Zwischen den Deutschen, die in Spanien nunmehr die Chance sahen, dem Faschismus mit der Waffe in der Hand entgegenzutreten, herrschten oft schroffe ideologische Gegensätze. Obwohl sie sich im Antifaschismus und der Notwendigkeit der Verteidigung der Demokratie einig waren, konnten die Differenzen, die sich letztlich schädlich für den Kampf zur Erhaltung der Republik auswirken sollten, nicht überwunden werden. Aber bleiben wird: Etwa 4000 deutsche Männer und Frauen halfen bei der Verteidigung der Spanischen Republik und der Revolution in Spanien. Viele von ihnen opferten dafür ihr Leben. Alle diese Männer und Frauen verkörperten das bessere Deutschland gegenüber denen, die im deutschen Namen zwei Jahre später Europa mit Krieg, Konzentrationslagern, mit Mord, Not und Verderben überzogen.
Zu den Deutschen, die in Barcelona am Sturm auf die von den Putschisten gehaltenen Kasernen teilnahmen, gehörte auch Max Friedemann, Deutscher jüdischer Herkunft und Kommunist. Eine Waffe, sagte man ihm, müsse er sich selbst erobern, zumindest aber, erzählte er später, sollte ihm innerhalb einer Minute beigebracht werden, wie ein Gewehr funktioniert.
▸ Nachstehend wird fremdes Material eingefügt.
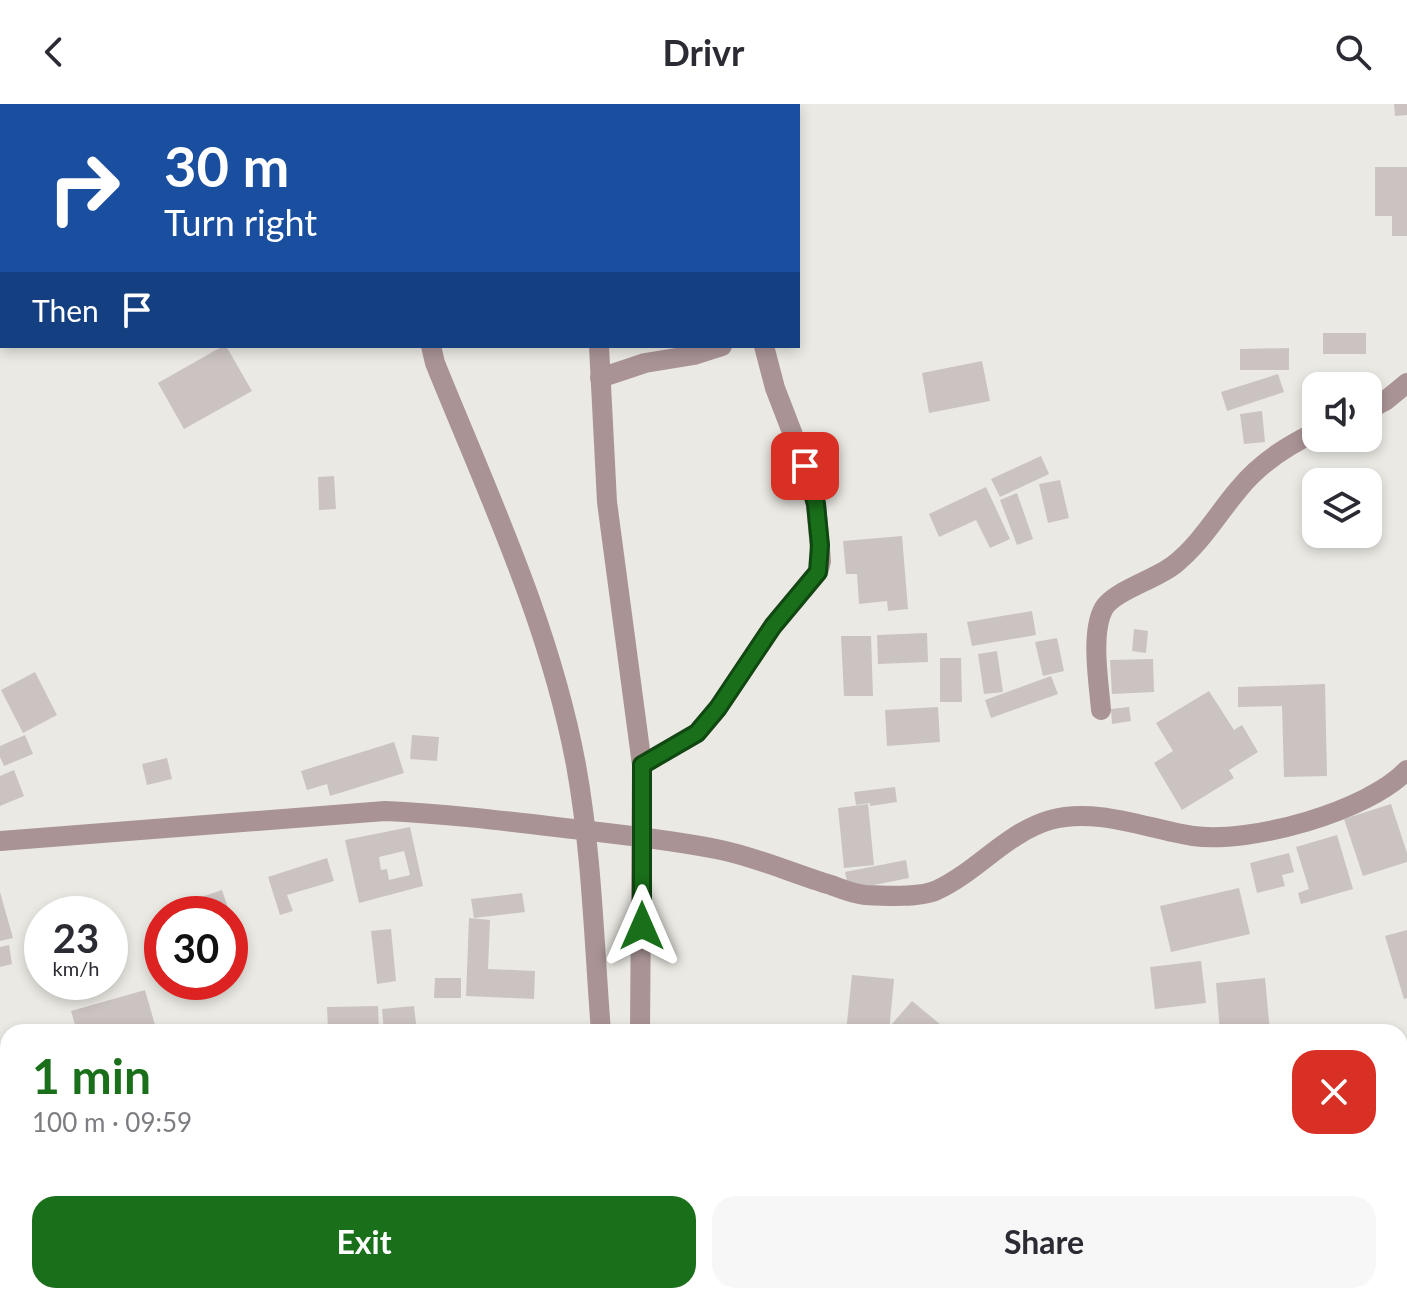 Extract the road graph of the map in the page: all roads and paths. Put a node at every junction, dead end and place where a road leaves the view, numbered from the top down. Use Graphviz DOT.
graph roads {
  1 [pos="431,348"];
  2 [pos="599,348"];
  3 [pos="717,348"];
  4 [pos="765,348"];
  5 [pos="600,378"];
  6 [pos="1407,383"];
  7 [pos="1382,403"];
  8 [pos="1302,440"];
  9 [pos="1101,710"];
  10 [pos="642,765"];
  11 [pos="1407,770"];
  12 [pos="587,830"];
  13 [pos="642,837"];
  14 [pos="0,841"];
  15 [pos="600,1024"];
  16 [pos="640,1024"];
  1 -- 12 [label="street"];
  2 -- 5 [label="street"];
  3 -- 5 [label="street"];
  4 -- 10 [label="street"];
  5 -- 10 [label="street"];
  6 -- 7 [label="street"];
  8 -- 9 [label="street"];
  10 -- 13 [label="street"];
  11 -- 13 [label="street"];
  12 -- 13 [label="street"];
  12 -- 14 [label="street"];
  12 -- 15 [label="street"];
  13 -- 16 [label="street"];
}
Zu den deutschen Freiwilligen, die im Juli/ August 1936 gegen die Putschisten an die Aragón-Front gingen, gehörten aber auch diejenigen, die in den CNT-nahen Milizen den Grupo Internacional »Erich Mühsam« der Columna Ascaso und den Grupo bzw. der Compania Internacional der Columna Durruti gebildet hatten. Andere wiederum kämpften in den Reihen des Bataillons Roviera, einer Einheit der von der kleinen Arbeiterpartei POUM organisierten Columna »Lenin«.